Epitope analysis of the T cell response to a complex antigen: proliferative responses to human rhinovirus capsids.

Understanding the factors which regulate the repertoire of a T cell response is important when selecting T helper cell epitopes for inclusion in synthetic viral vaccines. In this study we have examined the T cell response to human rhinovirus (HRV) type 1 A in a mouse model system, using a comprehensive set of synthetic peptides which span all four of the proteins which make up the HRV capsid. This constitutes the first study to use a set of peptides covering the entire sequence of all structural proteins of any virus. This study identifies the major proliferative (CD4) T cell epitopes within the minor receptor group HRV 1 A, and analyzes these epitopes with relation to their location within the three-dimensional structure of the virus.
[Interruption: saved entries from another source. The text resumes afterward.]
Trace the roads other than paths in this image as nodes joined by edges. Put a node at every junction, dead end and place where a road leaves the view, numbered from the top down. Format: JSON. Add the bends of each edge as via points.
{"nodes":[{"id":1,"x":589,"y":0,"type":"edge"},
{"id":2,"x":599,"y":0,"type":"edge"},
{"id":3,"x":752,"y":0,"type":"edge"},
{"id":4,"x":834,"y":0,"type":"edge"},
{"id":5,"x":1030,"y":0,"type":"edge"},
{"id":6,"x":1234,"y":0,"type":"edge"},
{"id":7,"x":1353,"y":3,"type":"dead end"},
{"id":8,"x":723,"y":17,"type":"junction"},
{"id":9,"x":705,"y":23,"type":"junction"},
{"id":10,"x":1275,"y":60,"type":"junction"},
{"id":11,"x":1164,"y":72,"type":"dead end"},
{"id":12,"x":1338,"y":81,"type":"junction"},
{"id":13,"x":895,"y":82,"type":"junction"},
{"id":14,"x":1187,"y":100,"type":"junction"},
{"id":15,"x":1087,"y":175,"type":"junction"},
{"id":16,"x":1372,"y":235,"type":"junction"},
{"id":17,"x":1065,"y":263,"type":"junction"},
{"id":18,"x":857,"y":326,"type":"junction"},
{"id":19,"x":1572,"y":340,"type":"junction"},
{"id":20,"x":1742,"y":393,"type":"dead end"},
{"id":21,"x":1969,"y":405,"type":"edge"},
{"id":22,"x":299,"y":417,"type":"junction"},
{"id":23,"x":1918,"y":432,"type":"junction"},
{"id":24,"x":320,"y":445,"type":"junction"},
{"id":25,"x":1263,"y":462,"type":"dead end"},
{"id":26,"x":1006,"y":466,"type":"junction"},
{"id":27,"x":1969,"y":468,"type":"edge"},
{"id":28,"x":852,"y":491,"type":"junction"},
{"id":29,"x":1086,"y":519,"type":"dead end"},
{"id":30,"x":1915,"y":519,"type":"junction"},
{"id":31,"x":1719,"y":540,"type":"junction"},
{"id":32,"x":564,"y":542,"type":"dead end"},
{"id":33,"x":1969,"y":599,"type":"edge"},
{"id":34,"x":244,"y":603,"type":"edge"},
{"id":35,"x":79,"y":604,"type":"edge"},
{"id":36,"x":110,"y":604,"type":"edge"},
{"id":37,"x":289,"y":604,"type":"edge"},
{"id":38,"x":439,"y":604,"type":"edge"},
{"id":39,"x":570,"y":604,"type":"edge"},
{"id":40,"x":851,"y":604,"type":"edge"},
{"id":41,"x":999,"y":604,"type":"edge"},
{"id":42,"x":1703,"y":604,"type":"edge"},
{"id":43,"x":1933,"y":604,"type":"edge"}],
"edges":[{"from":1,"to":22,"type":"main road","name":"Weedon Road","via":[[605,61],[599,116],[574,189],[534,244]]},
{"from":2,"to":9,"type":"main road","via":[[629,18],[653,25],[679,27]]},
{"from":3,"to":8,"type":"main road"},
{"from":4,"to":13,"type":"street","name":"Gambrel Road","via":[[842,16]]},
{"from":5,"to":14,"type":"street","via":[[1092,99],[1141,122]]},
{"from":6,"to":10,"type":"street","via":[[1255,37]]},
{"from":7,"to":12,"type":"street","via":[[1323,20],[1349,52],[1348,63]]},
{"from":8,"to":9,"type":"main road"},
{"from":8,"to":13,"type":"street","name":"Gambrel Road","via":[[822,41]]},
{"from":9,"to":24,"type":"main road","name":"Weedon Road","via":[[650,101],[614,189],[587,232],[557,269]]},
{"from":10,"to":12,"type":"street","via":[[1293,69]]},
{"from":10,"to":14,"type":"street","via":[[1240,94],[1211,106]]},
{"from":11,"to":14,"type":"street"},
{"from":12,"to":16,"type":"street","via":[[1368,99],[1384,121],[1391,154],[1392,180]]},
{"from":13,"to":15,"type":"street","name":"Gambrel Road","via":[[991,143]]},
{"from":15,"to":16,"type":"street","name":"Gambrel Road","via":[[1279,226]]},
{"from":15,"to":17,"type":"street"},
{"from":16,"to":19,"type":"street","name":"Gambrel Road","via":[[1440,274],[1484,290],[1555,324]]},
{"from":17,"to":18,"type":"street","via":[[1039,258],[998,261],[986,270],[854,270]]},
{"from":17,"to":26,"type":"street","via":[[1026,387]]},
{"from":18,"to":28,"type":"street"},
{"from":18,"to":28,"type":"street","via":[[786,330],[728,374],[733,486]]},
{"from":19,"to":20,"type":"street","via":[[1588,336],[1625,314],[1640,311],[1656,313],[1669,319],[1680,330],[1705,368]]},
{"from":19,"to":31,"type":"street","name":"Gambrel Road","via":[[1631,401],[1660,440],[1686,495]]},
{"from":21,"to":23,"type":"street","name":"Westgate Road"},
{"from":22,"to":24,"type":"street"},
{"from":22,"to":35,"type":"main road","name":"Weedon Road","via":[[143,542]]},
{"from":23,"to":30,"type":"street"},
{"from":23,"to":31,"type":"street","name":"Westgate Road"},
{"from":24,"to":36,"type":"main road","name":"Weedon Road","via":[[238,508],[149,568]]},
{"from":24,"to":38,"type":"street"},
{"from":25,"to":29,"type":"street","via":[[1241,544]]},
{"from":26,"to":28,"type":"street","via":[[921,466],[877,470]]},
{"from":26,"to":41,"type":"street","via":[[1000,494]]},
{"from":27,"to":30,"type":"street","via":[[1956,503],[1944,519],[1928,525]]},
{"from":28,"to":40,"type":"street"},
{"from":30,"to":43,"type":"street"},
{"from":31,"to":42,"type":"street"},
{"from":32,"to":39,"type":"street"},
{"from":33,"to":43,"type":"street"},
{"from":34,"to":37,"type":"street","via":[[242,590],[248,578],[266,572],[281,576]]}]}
The proliferative response to HRV is highly selective, with strong responses to only a very small number of epitopes, many of which are grouped together within restricted areas of the primary structure of the HRV proteins. The repertoire of the response is almost entirely specific to the major histocompatibility complex haplotype of the host. The major T cell epitopes are spatially distinct from the sites of the major antibody recognition sites, and are buried within the viral capsid. In striking contrast to the antibody responses, the T cell responses are highly cross-reactive against a wide variety of viral serotypes.